Aragon and Acurus are back. Albeit it way higher prices. I was just writing about Indy Audio Labs finally bringing them to market as they purchased both brands from Klipsch several years ago.

Here is a link to Indy Audio Labs "Webstore":http://www.aragonav.com/web-store
They actually have a pretty large dealer network as well. The new Acurus A2005 costs $3500 which is crazy compared to what they used to sell for. The Aragon 8008 sells for $4400 which is not too bad as the 8008bb sold for I believe $2700 if memory serves when I purchased mine.


----------



## 8086 (Aug 4, 2009)

Jungle Jack said:


> Aragon and Acurus are back. Albeit it way higher prices. I was just writing about Indy Audio Labs finally bringing them to market as they purchased both brands from Klipsch several years ago.
> 
> Here is a link to Indy Audio Labs "Webstore":http://www.aragonav.com/web-store
> They actually have a pretty large dealer network as well. The new Acurus A2005 costs $3500 which is crazy compared to what they used to sell for. The Aragon 8008 sells for $4400 which is not too bad as the 8008bb sold for I believe $2700 if memory serves when I purchased mine.
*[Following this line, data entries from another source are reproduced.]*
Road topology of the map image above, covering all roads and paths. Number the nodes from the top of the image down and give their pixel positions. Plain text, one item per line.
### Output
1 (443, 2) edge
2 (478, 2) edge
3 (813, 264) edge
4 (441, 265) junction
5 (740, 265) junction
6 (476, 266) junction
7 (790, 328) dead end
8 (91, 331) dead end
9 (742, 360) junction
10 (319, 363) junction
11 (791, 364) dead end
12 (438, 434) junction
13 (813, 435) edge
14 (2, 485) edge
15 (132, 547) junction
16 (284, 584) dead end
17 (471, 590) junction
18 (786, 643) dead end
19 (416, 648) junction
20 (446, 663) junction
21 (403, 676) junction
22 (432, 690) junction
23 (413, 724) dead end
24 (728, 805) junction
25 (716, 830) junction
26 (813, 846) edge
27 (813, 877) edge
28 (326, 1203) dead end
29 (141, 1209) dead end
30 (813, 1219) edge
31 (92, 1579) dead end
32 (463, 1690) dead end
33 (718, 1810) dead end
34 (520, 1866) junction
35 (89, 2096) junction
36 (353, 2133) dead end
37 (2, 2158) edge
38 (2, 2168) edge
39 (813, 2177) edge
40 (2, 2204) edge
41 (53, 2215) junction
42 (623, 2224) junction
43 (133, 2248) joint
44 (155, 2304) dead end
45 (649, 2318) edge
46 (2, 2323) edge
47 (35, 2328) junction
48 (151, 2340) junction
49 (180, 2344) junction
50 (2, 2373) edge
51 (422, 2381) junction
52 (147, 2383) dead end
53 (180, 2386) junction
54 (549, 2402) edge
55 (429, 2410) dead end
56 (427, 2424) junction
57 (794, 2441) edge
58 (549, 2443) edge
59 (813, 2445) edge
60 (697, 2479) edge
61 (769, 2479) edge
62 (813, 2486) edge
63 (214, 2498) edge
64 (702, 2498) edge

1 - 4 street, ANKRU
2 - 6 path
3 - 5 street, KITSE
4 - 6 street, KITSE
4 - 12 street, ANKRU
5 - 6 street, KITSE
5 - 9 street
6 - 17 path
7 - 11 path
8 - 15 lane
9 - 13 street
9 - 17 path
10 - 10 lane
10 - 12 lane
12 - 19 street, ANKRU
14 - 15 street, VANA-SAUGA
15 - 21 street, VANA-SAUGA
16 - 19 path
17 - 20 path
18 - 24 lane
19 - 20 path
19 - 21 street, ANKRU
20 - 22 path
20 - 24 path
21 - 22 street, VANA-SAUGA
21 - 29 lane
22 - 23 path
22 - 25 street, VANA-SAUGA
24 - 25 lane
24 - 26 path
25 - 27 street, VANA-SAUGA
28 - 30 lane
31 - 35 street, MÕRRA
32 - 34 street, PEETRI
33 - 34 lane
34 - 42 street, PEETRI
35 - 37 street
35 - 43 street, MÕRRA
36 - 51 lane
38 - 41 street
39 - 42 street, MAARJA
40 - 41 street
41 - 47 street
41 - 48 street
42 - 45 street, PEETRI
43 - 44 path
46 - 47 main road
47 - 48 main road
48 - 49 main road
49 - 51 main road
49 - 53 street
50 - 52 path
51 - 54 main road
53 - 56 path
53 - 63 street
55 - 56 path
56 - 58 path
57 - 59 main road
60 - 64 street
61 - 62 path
$3500 sounds about right when you adjust for inflation. In 1996, the 8008 amplifier sold for $1999. Things today cost roughly double or more what they did back then. Though, like Wharfedale and some other great HiFi brands of yesteryear; something tells me that the Aragon brand just wont be the same great brand going forward as it was in the past.


----------



## jevans64 (Dec 24, 2012)

Pigman said:


> Hi, I have a Denon AVR987 which provides plenty of power to the rest of my system, except for my front speakers. They are Polk Audio RTI a9's. Elsewhere on here and other reviews I have read about my speakers, I have come to understand they would benefit from a power upgrade. I was looking at the Emotiva XPA-2, which delivers 300wX2. First of all I would like a recommendation, is the Emotiva a good choice? I wouldn't want to spend too much more than the price of the Emotiva. And second, would I then need to power the rest of my speakers with an external amp or would the Denon be able to balance things out?
> 
> Thanks for the input!
> 
> Allan


Maybe I'm missing something but how are you going to connect the amp to the receiver? That Denon has no preamp outputs.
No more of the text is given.